The use of microscopy to investigate samples requires high sample quality to ensure adequate sample imaging and analytical data, including structural information and chemical compositions, are obtained. In particular, thin samples are needed in order to obtain accurate results. In order to obtain a thin enough sample, a milling device is directed onto the sample and material is removed from the sample for thinning. A known apparatus of this type includes an ion source and equipment for imaging the sample. The sample may be mounted onto a grid that is in turn mounted on a sample holder. The sample holder is adapted for insertion into a goniometer that is capable of reorienting the sample with respect to the ion source. The sample may be milled on both the top and bottom surfaces for thinning purposes, and this milling is typically a momentum transfer process in which a primary ion beam strikes the sample surface and sputters an amount of material. Alternatively, a section may be removed from the sample by way of directing the ions onto the sample at a particular angle and a given position. The goniometer and holder permit the position of the sample to be adjusted with respect to the ion beam emanating from the ion source to cause adjustment of the degree and angle of the milling of the sample. The ion beam may also be displaced with respect to the sample, including scanning or rastering across the surface of the sample. The combination of the sample holder and goniometer also serves as a vacuum seal between the processing chamber and the ambient environment.

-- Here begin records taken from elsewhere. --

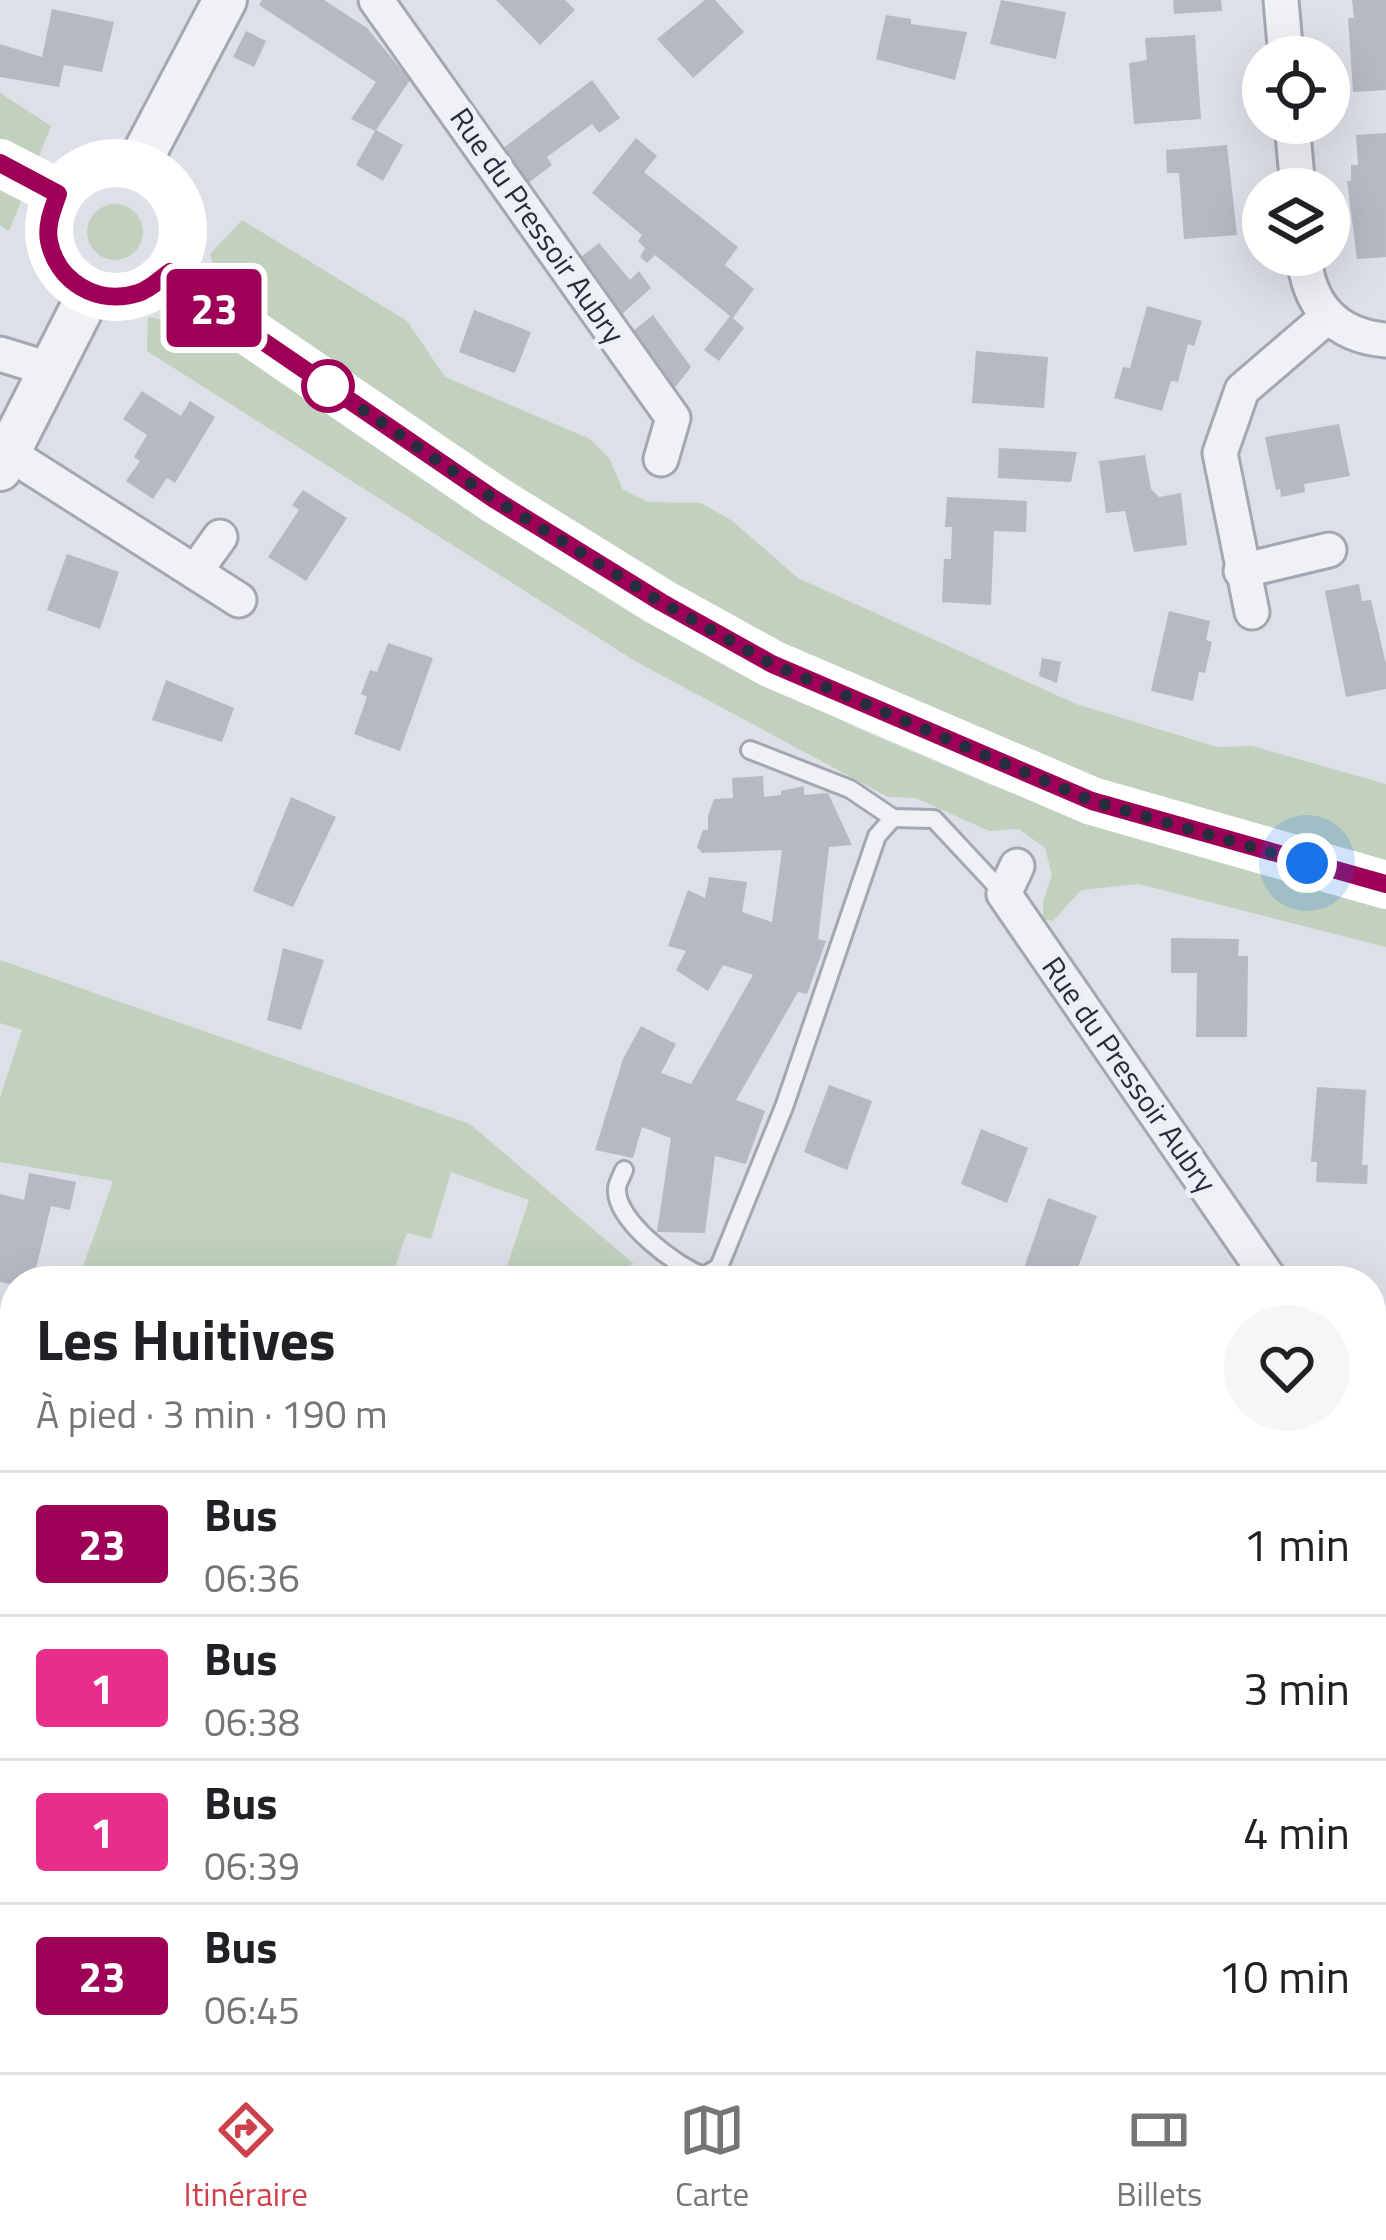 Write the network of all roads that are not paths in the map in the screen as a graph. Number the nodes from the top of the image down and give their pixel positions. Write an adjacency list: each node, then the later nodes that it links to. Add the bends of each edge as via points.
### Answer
1 (225, 0): 6 (street)
2 (376, 0): 15 (street, Rue du Pressoir Aubry, via 674,418)
3 (1281, 0): 4 (street)
4 (1284, 36)
5 (0, 163): 7 (main road)
6 (138, 165): 7 (main road, via 94,165); 8 (main road, via 175,196 183,217 182,248)
7 (58, 194): 10 (main road, via 49,242 61,270)
8 (170, 272): 10 (main road, via 142,292); 26 (main road, via 494,499 772,664 1092,801)
9 (1306, 276): 11 (street)
10 (90, 292): 14 (street)
11 (1327, 318): 12 (street, via 1362,338); 20 (street, via 1242,390 1220,453)
12 (1386, 340)
13 (0, 354): 14 (street)
14 (52, 370): 16 (street)
15 (662, 459)
16 (5, 461): 19 (street)
17 (220, 537): 19 (street)
18 (1329, 550): 20 (street)
19 (195, 572): 21 (street)
20 (1241, 572): 22 (street)
21 (239, 600)
22 (1252, 612)
23 (751, 750): 24 (lane, via 850,789)
24 (892, 818): 25 (lane, via 934,819); 29 (lane, via 878,836)
25 (1011, 880): 30 (street, Rue du Pressoir Aubry)
26 (1386, 884)
27 (624, 1170): 28 (lane, via 619,1203)
28 (681, 1266)
29 (719, 1266)
30 (1261, 1266)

A focused ion beam (FIB) may initially be used to mill the sample from bulk material, and the sample can be configured as a lamella. The FIB may utilize a liquid-metal ion source such as one based upon gallium or other elements. The FIB, however, utilizes a beam which is appropriate for gross sizing of the sample, but poorly adapted for fine modification of the sample which will result in electron transparency for certain imaging. The use of the FIB may therefore create detrimental aspects of the sample, such as changing crystalline material to an amorphous structure and implanting metal ions into the sample.

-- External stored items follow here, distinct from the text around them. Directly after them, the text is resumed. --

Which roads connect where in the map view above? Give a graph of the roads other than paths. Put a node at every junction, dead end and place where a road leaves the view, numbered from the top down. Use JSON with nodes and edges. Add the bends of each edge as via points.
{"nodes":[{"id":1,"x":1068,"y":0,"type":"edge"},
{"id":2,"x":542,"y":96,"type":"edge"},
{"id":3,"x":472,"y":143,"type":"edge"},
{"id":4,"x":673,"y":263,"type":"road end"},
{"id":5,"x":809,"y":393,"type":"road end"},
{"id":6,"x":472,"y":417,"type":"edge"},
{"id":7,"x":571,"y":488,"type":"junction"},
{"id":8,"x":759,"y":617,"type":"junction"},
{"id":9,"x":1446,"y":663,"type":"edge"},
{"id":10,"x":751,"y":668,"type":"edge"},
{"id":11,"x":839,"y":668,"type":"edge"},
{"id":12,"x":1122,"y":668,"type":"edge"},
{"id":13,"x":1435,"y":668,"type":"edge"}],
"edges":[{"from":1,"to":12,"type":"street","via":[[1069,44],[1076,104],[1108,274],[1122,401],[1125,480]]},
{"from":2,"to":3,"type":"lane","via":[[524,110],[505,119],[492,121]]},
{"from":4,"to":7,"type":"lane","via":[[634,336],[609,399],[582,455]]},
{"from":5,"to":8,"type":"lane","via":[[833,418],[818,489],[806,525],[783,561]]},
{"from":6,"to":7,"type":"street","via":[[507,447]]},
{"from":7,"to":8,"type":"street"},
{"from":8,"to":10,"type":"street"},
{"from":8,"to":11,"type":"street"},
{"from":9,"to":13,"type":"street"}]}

When a transmission electron microscope (TEM) is to be utilized to observe or analyze the sample, it is typically required that the sample be reduced to a thickness permitting electron transparency. In certain instances, a scanning electron microscope (SEM) may also require fine dimensional control of the dimensions of the sample. Unfortunately, if the sample was not milled to the required dimensions, the results obtained in the microscopic analysis will not be complete. The operator must then remove the sample from the microscopy device and place it back into the milling apparatus and remove additional material from the sample. This process may be time consuming and require guess work by the operator. However, once an operator obtains a sufficient amount of experience he or she may become proficient at determining exactly how much milling needs to be done on a particular material. Although with enough experience the operator may be capable of adequately preparing a sample for microscopic analysis, the possibility of making an error by incorrectly estimating material removal remains. Further, for novice operators, thinning samples for sensitive microscopic analysis presents certain challenges. Finally, it may be necessary to thin a number of samples in a repetitious manner with highly consistent results. It may be desired to improve accuracy, speed and consistent repeatability with which samples can be prepared for imaging and analysis. As such, there remains room for variation and improvement within the art.
Repeat use of reference characters in the present specification and drawings is intended to represent the same or analogous features or elements of the invention.